Researchers demonstrate FROST attack allowing browser-based SSD surveillance
A study presented by researchers ahead of the DIMVA conference reveals how websites can monitor open tabs and running applications by measuring solid-state drive latency through JavaScript.
Researchers have unveiled a new side-channel attack named FROST, which enables websites to monitor a visitor’s device activity by measuring subtle timing variations in solid-state drive input-output operations. The technique, detailed in a research paper, allows attackers to infer which websites are open in other browser tabs and which applications are running on the user’s device. The attack exploits contention side channels by measuring the time required for various processes to access a shared resource, specifically the SSD.

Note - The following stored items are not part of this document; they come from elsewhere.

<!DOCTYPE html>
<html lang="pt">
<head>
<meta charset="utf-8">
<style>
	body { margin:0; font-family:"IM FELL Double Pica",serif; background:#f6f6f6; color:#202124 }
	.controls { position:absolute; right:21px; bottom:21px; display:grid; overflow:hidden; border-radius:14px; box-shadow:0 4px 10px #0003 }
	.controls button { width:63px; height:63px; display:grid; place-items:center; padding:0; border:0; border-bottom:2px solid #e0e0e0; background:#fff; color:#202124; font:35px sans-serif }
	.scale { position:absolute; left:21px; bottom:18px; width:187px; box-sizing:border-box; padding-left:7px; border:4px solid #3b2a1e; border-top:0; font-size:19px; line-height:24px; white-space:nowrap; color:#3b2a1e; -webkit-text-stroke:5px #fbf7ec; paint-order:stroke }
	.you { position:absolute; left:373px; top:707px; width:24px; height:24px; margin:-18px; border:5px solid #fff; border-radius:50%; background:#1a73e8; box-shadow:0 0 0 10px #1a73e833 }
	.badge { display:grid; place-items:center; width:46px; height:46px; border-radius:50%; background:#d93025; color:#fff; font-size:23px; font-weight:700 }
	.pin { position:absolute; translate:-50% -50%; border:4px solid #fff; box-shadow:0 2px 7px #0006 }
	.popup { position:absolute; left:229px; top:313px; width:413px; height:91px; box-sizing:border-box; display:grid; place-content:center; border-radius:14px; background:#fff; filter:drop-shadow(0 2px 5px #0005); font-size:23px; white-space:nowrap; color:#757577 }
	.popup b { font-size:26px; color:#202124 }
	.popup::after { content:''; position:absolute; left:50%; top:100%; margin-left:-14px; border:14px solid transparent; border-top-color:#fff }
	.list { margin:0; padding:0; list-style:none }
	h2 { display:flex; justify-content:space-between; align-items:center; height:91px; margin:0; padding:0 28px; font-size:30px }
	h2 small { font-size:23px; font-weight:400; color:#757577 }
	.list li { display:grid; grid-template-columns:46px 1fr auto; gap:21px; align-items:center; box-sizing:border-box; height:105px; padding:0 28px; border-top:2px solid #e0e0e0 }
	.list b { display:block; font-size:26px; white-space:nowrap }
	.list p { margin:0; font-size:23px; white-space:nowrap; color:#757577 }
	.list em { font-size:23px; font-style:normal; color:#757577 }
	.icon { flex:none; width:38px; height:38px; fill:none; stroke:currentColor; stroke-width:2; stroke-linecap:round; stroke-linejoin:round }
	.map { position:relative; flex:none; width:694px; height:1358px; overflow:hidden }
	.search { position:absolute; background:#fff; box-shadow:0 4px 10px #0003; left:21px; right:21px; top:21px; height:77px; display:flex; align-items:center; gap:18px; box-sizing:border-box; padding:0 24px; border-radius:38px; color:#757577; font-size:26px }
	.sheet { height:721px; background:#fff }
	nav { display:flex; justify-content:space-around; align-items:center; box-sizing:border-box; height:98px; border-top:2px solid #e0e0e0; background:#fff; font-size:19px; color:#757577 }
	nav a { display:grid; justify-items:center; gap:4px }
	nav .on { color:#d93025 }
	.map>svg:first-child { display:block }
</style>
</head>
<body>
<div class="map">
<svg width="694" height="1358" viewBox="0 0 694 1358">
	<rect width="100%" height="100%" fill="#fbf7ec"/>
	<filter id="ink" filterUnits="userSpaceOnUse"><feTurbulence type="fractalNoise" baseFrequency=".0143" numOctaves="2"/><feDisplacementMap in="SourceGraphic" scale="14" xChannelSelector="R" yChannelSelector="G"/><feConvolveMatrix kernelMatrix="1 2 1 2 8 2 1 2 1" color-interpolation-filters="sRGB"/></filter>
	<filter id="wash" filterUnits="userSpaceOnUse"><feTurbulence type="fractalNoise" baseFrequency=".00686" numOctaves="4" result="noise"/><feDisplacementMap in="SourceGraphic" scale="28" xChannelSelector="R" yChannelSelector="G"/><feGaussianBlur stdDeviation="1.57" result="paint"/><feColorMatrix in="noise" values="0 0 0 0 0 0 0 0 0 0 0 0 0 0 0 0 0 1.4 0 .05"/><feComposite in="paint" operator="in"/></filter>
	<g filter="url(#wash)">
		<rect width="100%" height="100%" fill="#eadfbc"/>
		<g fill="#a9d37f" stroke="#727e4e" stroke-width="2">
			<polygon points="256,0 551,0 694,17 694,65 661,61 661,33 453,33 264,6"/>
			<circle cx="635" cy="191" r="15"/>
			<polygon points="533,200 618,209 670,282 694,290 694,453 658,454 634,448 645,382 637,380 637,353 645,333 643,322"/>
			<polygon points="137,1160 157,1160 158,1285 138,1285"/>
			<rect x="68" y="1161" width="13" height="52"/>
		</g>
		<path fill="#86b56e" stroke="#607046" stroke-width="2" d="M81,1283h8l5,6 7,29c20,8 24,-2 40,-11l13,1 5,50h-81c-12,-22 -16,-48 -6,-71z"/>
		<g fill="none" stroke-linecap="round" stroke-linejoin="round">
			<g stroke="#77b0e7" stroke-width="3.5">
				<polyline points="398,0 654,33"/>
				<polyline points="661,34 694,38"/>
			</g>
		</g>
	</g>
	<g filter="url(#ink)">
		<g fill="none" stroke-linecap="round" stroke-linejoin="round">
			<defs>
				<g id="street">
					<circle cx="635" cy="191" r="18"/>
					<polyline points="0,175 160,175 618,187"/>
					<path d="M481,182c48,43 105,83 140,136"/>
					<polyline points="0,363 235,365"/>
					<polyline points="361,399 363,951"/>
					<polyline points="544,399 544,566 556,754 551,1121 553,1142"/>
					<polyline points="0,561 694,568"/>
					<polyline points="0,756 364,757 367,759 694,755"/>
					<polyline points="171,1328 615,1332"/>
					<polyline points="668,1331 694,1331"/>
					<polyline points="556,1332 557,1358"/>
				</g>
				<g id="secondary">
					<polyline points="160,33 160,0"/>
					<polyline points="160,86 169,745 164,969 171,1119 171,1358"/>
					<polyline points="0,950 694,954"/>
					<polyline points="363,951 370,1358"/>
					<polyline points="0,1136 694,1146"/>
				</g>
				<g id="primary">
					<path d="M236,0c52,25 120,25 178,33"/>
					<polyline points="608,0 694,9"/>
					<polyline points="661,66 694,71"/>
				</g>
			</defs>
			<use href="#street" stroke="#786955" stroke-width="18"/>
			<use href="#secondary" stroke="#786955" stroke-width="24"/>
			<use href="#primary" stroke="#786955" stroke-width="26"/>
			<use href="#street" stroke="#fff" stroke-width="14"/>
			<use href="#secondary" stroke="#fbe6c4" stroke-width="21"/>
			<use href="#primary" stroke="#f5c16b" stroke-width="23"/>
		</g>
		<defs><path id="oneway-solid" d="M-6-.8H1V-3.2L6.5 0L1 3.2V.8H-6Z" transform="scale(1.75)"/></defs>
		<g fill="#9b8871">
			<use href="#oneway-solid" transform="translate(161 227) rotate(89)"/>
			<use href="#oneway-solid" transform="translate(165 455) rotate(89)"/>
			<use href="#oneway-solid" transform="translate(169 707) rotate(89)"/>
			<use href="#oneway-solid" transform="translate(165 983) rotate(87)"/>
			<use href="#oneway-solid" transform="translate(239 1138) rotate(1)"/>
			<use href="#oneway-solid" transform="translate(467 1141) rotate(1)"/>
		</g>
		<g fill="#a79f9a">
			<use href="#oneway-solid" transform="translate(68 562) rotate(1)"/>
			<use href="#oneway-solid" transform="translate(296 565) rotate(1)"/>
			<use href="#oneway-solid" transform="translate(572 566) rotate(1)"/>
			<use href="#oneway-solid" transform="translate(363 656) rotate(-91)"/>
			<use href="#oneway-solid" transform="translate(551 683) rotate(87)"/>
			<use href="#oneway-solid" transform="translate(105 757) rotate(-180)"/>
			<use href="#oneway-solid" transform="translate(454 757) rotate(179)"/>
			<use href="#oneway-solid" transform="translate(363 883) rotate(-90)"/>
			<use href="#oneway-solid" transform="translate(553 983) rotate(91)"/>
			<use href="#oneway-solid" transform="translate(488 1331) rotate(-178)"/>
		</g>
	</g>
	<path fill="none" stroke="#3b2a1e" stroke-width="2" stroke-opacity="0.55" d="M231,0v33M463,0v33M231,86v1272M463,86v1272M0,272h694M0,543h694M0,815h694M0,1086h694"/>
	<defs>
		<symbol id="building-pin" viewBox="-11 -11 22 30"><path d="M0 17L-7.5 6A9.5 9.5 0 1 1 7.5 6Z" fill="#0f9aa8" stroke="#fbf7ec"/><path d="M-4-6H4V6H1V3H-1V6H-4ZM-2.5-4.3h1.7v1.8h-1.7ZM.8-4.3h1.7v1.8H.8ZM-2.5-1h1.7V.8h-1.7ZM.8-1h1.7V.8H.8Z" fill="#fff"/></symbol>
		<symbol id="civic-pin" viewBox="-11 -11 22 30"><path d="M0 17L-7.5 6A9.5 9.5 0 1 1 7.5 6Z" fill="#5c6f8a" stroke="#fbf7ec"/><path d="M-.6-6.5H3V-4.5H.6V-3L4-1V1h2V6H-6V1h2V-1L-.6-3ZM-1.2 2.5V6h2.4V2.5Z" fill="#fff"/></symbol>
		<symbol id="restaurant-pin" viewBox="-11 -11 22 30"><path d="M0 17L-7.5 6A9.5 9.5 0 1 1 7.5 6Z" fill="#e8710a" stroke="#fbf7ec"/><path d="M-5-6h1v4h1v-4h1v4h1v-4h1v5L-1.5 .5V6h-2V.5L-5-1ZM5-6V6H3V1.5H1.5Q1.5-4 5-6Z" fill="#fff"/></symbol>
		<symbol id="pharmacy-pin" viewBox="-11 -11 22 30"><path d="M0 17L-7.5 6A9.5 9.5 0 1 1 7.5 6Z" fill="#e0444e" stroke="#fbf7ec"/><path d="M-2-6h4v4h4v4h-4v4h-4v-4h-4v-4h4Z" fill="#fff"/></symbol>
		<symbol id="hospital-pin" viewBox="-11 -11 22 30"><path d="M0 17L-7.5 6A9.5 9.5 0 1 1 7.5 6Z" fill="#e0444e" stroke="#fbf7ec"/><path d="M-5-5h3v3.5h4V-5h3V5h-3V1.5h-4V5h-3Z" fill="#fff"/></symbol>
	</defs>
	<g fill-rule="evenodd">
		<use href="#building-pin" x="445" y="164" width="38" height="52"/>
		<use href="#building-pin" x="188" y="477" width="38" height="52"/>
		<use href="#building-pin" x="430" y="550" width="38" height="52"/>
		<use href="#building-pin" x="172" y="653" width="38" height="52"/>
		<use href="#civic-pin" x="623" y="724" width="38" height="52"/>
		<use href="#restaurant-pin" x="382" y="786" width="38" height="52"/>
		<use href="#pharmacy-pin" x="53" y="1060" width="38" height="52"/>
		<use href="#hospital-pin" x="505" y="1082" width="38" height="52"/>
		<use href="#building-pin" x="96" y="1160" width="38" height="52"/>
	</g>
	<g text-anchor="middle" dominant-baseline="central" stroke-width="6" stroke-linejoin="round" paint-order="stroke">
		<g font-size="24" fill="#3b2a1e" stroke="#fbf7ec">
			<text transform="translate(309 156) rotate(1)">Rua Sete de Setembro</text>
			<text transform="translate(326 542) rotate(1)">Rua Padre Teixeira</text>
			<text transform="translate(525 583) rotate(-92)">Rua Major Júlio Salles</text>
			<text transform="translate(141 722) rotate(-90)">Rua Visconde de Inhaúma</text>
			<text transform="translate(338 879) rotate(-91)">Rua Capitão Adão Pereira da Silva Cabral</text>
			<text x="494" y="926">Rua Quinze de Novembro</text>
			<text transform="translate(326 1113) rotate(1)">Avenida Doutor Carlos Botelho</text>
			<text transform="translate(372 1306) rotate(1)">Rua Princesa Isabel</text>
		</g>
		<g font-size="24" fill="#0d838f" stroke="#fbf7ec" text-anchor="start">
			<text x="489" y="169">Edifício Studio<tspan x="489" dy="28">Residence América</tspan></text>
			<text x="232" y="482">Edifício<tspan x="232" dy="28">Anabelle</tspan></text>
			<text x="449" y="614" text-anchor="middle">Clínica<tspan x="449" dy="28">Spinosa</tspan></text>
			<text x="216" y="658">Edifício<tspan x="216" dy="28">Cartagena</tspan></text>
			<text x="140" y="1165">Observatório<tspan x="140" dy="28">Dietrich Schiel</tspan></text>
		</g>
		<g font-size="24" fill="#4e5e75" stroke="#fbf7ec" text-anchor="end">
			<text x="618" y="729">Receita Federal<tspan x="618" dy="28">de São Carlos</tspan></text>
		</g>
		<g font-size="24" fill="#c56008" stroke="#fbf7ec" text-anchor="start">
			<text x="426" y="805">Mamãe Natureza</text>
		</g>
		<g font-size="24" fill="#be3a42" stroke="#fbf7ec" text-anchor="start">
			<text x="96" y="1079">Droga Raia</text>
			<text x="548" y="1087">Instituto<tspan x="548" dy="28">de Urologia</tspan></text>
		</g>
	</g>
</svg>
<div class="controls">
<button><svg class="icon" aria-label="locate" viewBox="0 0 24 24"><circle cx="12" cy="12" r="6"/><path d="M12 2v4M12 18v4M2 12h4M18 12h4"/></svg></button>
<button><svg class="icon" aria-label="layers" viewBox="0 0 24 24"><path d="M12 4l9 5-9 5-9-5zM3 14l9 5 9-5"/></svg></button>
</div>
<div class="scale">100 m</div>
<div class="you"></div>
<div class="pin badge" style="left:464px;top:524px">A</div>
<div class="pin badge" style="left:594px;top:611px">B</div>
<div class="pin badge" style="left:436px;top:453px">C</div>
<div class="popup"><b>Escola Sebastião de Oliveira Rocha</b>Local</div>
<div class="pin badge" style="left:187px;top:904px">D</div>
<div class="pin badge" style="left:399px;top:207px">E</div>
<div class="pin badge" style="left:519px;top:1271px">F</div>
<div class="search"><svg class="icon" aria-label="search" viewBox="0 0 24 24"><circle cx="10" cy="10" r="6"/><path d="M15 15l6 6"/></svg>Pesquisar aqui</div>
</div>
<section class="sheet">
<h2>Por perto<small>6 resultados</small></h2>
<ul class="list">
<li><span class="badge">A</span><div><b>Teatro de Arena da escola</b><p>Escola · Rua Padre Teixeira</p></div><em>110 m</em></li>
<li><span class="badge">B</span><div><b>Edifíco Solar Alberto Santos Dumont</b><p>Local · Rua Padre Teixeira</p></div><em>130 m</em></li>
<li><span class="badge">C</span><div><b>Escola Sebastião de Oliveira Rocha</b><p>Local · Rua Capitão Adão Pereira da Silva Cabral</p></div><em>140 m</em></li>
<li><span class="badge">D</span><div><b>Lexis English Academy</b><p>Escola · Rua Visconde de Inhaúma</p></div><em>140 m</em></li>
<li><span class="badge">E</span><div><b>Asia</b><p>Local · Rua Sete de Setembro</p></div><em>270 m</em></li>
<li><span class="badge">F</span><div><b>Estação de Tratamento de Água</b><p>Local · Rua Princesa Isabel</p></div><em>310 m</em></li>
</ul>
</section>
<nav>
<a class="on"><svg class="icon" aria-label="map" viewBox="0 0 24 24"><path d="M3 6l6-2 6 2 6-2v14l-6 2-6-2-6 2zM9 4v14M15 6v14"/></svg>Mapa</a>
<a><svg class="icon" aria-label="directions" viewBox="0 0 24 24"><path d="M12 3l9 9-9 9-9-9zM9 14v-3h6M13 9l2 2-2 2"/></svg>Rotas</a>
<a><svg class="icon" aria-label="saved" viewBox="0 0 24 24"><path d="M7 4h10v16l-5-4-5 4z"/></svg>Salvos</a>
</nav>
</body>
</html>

The FROST method operates exclusively within the browser environment, distinguishing it from previous contention side-channel attacks that typically required external software. It utilises JavaScript to interact with the origin private file system (OPFS), an allocated storage space reserved for a specific site. Websites can create an OPFS file without requiring any interaction from the visitor. Once established, the malicious script continuously performs random reads from a large OPFS file to measure SSD contention caused by other user activities, resulting in measurable latency differences.
To interpret these timing variations, the researchers employed a pretrained convolutional neural network. This deep learning system classifies user activity traces, allowing the attacker to deduce the specific applications and websites active on the host system. The research was conducted on an M2 Mac, where the full attack was successfully demonstrated. The authors also showed that the underlying primitive of measuring SSD access latency traces from JavaScript functions on Linux, though the full classification attack was not run on that platform.
The attack requires no user interaction beyond visiting the malicious site. However, it faces significant practical limitations. The OPFS file must be extremely large, likely a gigabyte or more, which could aid detection by users monitoring file sizes. Furthermore, the technique is limited to detecting applications stored on the same SSD as the OPFS file; it cannot identify apps using a separate drive. There are currently no indications that FROST attacks have been performed in the wild.
Web browsers have evolved from simple document viewers into complex platforms capable of running sophisticated applications, such as office suites and integrated development environments. This expansion increases the browser’s attack surface and introduces new vulnerabilities. The researchers proposed that browser makers could mitigate the risk by limiting the maximum size of OPFS files or shutting down the side channel entirely. Until such measures are implemented, users are advised to close tabs promptly and monitor the creation of large files by unknown websites.